Entienden los comentaristas que fue diligencia de su celo, porque en habiendo
hallado al Mesías, y descubierto tan grande bien, ardió en deseos de que otros
le conocieran. Y si es llamado el primero entre los Apóstoles, no es solamente
porque había llevado a presencia de Jesús a su hermano Simón.
Después de esta primera
conversación volvió Andrés a sus ocupaciones ordinarias de pescador. Poco más tarde,
caminando Jesús por la ribera del mar de Galilea, en las cercanías de Betsaida,
vio a los dos hermanos, Simón y Andrés, que echaban las redes, y les dijo: «Seguidme, que yo os haré
pescadores de hombres.» Y añade el evangelista: «Y ellos dejaron en seguida
sus redes y le siguieron.»
Desde este suceso, los evangelistas nombran
muchas veces a San Andrés. A tanto llegó su familiaridad con el Divino Maestro,
que los exegetas, y entre ellos San Beda, lo proclaman el «introductor» cerca de Jesús; pues a este apóstol se dirigían
ordinariamente los que deseaban hablar con el Salvador y que, por timidez o por
otra cualquier razón, no osaban acercársele. San Jerónimo atribuye este privilegio a que
San Andrés era virgen.
APOSTOLADO DE SAN ANDRÉS
Después de la venida del Espíritu Santo sobre el Colegio
Apostólico, predicó Andrés en la Ciudad Santa, en Judea y en Galilea, hasta que
llegó el momento de separarse los Apóstoles para llevar la buena nueva a
lejanos países. Cúpole en suerte la evangelización de la Escitia, pero también
recorrió la Sogdiana, Sacia, Etiopía del Irán, Galacia, Capadocia y Bitinia,
hasta el mar Negro, alumbrando a todos esos pueblos con la luz de la fe. Pasó
después a Tracia y llegó hasta el Epiro —la Albania actual—. Dice San Juan
Crisóstomo que desvaneció los errores de los griegos; éstos le atribuyen,
equivocadamente, la fundación de la Iglesia de Bizancio.
Estando
el santo Apóstol en Patras, ciudad de Acaya, presenció un 30 de noviembre —que
según muchas probabilidades sería el del año 69— un pomposo recibimiento: la
entrada de un nuevo magistrado, griego de nación, que antes de asumir el cargo
iba a ofrecer un sacrificio a los dioses. Egeo —que así se llamaba el aludido
magistrado— estaba ya prevenido contra los cristianos por los sacerdotes de Ceres.

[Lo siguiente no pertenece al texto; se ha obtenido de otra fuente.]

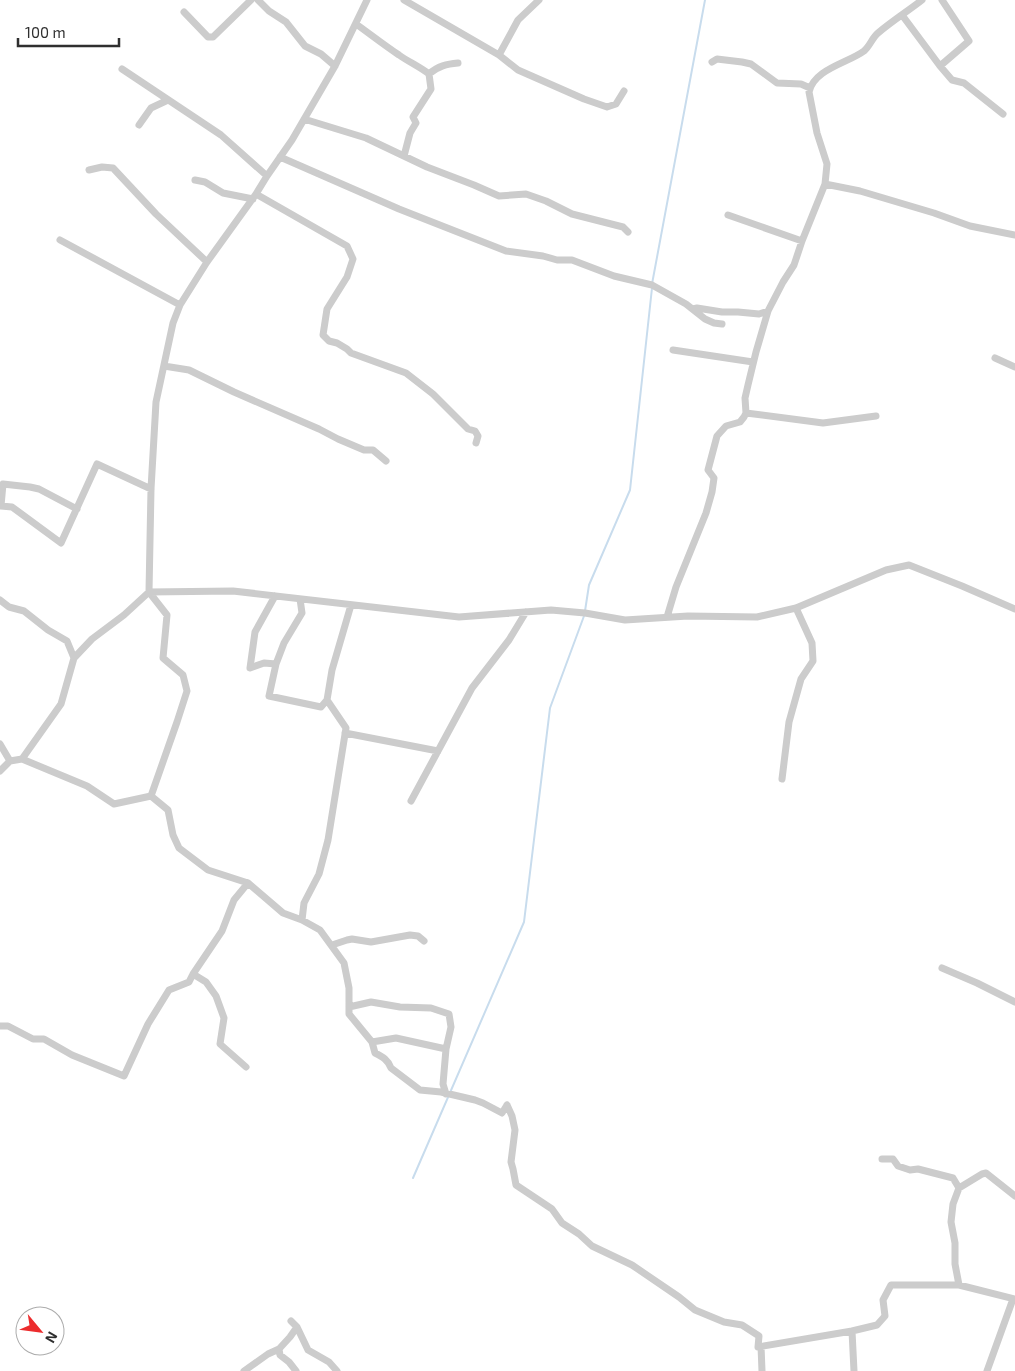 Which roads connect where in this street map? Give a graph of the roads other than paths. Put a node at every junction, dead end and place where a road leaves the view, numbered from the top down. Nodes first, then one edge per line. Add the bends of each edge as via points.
1 (251, 0) edge
2 (258, 0) edge
3 (367, 0) edge
4 (404, 0) edge
5 (539, 0) edge
6 (922, 0) edge
7 (942, 0) edge
8 (184, 12) dead end
9 (902, 15) junction
10 (356, 24) junction
11 (500, 55) junction
12 (712, 62) dead end
13 (458, 63) dead end
14 (335, 66) junction
15 (940, 66) junction
16 (122, 68) dead end
17 (429, 74) junction
18 (810, 88) junction
19 (624, 91) dead end
20 (168, 100) junction
21 (1003, 114) dead end
22 (304, 119) junction
23 (139, 124) dead end
24 (404, 156) junction
25 (280, 158) junction
26 (89, 170) dead end
27 (267, 176) junction
28 (195, 180) dead end
29 (825, 184) junction
30 (254, 197) junction
31 (728, 215) dead end
32 (628, 232) dead end
33 (1015, 234) edge
34 (60, 240) dead end
35 (802, 241) junction
36 (207, 262) junction
37 (180, 305) junction
38 (693, 309) junction
39 (768, 311) junction
40 (722, 324) dead end
41 (673, 350) dead end
42 (995, 358) dead end
43 (753, 362) junction
44 (164, 366) junction
45 (1015, 367) edge
46 (746, 413) junction
47 (876, 416) dead end
48 (476, 443) dead end
49 (386, 461) dead end
50 (151, 489) junction
51 (77, 509) junction
52 (149, 592) junction
53 (275, 596) junction
54 (300, 599) junction
55 (0, 600) edge
56 (351, 606) junction
57 (796, 608) junction
58 (1015, 609) edge
59 (526, 612) junction
60 (667, 618) junction
61 (74, 658) junction
62 (276, 664) junction
63 (326, 700) junction
64 (345, 734) junction
65 (0, 744) edge
66 (438, 751) junction
67 (22, 759) junction
68 (10, 761) junction
69 (0, 771) edge
70 (782, 779) dead end
71 (151, 796) junction
72 (411, 801) dead end
73 (248, 882) junction
74 (302, 920) junction
75 (424, 941) dead end
76 (332, 945) junction
77 (942, 968) dead end
78 (192, 974) junction
79 (1015, 1002) edge
80 (349, 1007) junction
81 (0, 1026) edge
82 (372, 1042) junction
83 (446, 1048) junction
84 (246, 1068) dead end
85 (446, 1094) junction
86 (882, 1159) dead end
87 (959, 1188) junction
88 (1015, 1196) edge
89 (959, 1285) junction
90 (1014, 1299) edge
91 (291, 1321) dead end
92 (297, 1327) junction
93 (852, 1331) junction
94 (762, 1346) junction
95 (279, 1349) junction
96 (244, 1371) edge
97 (296, 1371) edge
98 (337, 1371) edge
99 (761, 1371) edge
100 (854, 1371) edge
101 (987, 1371) edge

1 - 8 street via 213,37 208,37
2 - 14 street via 286,22 306,46
3 - 10 street
4 - 11 street
5 - 11 street via 518,20
6 - 9 street
7 - 15 street via 969,41
9 - 15 street
9 - 18 street via 878,32 862,52 822,74
10 - 14 street
10 - 17 street
11 - 19 street via 518,70 608,107 616,104
12 - 18 street via 717,59 751,64 778,82
13 - 17 street via 446,64
14 - 22 street
15 - 21 street via 952,80 964,83
16 - 20 street
17 - 24 street via 431,89 413,117 416,123
18 - 29 street via 827,164
20 - 23 street via 151,108
20 - 27 street via 221,135
22 - 24 street via 366,138
22 - 25 street
24 - 32 street via 499,196 526,194 572,214 622,227
25 - 27 street
25 - 38 street via 506,251 572,260 614,276 652,285
26 - 36 street via 113,168
27 - 30 street
28 - 30 street via 223,193
29 - 33 street via 860,191 970,226
29 - 35 street
30 - 36 street
30 - 48 street via 348,246 353,259 326,309 323,335 351,353 406,373 433,394 468,430 475,431 478,436
31 - 35 street
34 - 37 street
35 - 39 street via 794,265
36 - 37 street
37 - 44 street
38 - 39 street via 759,314
38 - 40 street via 705,319
39 - 43 street
41 - 43 street
42 - 45 street
43 - 46 street via 745,398
44 - 49 street via 189,370 338,439 364,450 373,450
44 - 50 street via 156,402
46 - 47 street via 823,423
46 - 60 street via 740,422 726,426 717,436 708,470 714,478 712,492
50 - 51 street via 97,464
50 - 52 street
51 - 51 street via 61,543 12,507 1,506 3,484 39,489
52 - 53 street via 233,591
52 - 61 street
52 - 71 street via 167,614 164,658 183,675 187,691
53 - 54 street
53 - 62 street via 255,632 250,668
54 - 56 street
54 - 62 street via 302,613
55 - 61 street via 9,607 24,611 67,641
56 - 59 street via 459,617
56 - 63 street
57 - 58 street via 886,570 909,565
57 - 60 street via 757,617
57 - 70 street via 812,643 813,661 801,678 789,722
59 - 60 street via 551,610 624,620
59 - 66 street via 472,688
61 - 67 street via 61,704
62 - 63 street via 269,696 321,707
63 - 64 street via 346,728
64 - 66 street
64 - 74 street via 328,840 319,874 304,903
65 - 68 street
66 - 72 street
67 - 68 street
67 - 71 street via 87,786 114,804
68 - 69 street
71 - 73 street via 168,810 179,848 208,870
73 - 74 street via 283,913
73 - 78 street via 234,900 222,931
74 - 76 street via 320,930
75 - 76 street via 410,935 371,942 352,939
76 - 80 street via 344,964
77 - 79 street
78 - 81 street via 189,982 169,990 148,1024 124,1076 72,1055 44,1039 33,1039 8,1026
78 - 84 street via 206,982 216,996 224,1018 220,1044
80 - 82 street via 349,1014
80 - 83 street via 371,1002 431,1008 449,1014 451,1027
82 - 83 street via 396,1038
82 - 85 street via 375,1053 414,1087
83 - 85 street via 443,1084
85 - 94 street via 483,1103 502,1113 507,1105 515,1130 511,1162 516,1185 552,1209 562,1223 592,1246 632,1265 695,1310 724,1322 742,1325 759,1336 758,1347
86 - 87 street via 893,1159 898,1166 910,1170 953,1178
87 - 88 street via 986,1173
87 - 89 street via 951,1222
89 - 90 street
89 - 93 street via 891,1285 883,1300 885,1316 877,1325
90 - 101 street
91 - 92 street
92 - 95 street
92 - 98 street via 308,1350 329,1362
93 - 94 street
93 - 100 street
94 - 99 street
95 - 96 street
95 - 97 street via 280,1355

De pronto se dirige hacia él un venerable anciano de aspecto humilde y mirada
serena.
— ¡Oh Egeo! —le dice—; da al César lo que es del César y a Dios lo que es de Dios.
Lo extraordinario del caso hace detener el desfile.
Están cerca del puerto, entre las murallas que unen la ciudad a la ribera,
entre huertos, olivares, naranjales y viñedos. A medio kilómetro aparecen las
casas de la ciudad, dominadas por los dorados templos de la Acrópolis y
recostadas en anfiteatro en la falda del cerro. Egeo ignora la doctrina
cristiana, pero odia a los que la profesan; el temor al César tiene alguna parte
en tal antipatía. Ante el intrépido rasgo del anciano, ¿qué irá a pasar? En
Roma, la violencia hubiera hallado pronta solución, porque los jueces romanos
huían las discusiones teológicas por no dar a los mártires ocasión de lucirse
ante numeroso auditorio; pero Egeo es griego, y como tal escucha las razones
del desconocido.
Inflamado en santo celo, aprovecha Andrés la
ocasión para pronunciar una fervorosa exhortación, a sabiendas de que exponía
la vida.
« ¡Cuán dichoso serías, oh Egeo —exclama—,
si quisieras conocer el inefable misterio de la Cruz,
que en su infinita caridad escogió el autor del género humano para obrar en ella
nuestra restauración...! Porque has de saber que habiendo sido perdidas las
almas, no podían ser rescatadas más que por el misterio de la Cruz. El primer
hombre introdujo la muerte en el mundo al comer del fruto del árbol de la
prevaricación, y por esto fue necesario que la muerte fuese vencida y destruida
por el árbol de la Pasión. Y así como una tierra virgen había servido para
formar al primer hombre, era también necesario que el Cristo, Hijo de Dios, y al
mismo tiempo hombre perfecto, naciese de una virgen inmaculada. De este modo el
Hacedor del primer hombre devolvió al género humano la vida que había perdido,
y sustituyó el árbol de la concupiscencia por el árbol de la Cruz. Extendió Él
sus manos inmaculadas, en lugar de las nuestras criminales. La hiel y vinagre
reemplazaron para Él la dulzura y suavidad del fruto prohibido. Quiso revestir
nuestra mortalidad para hacernos partícipes de su gloriosa inmortalidad.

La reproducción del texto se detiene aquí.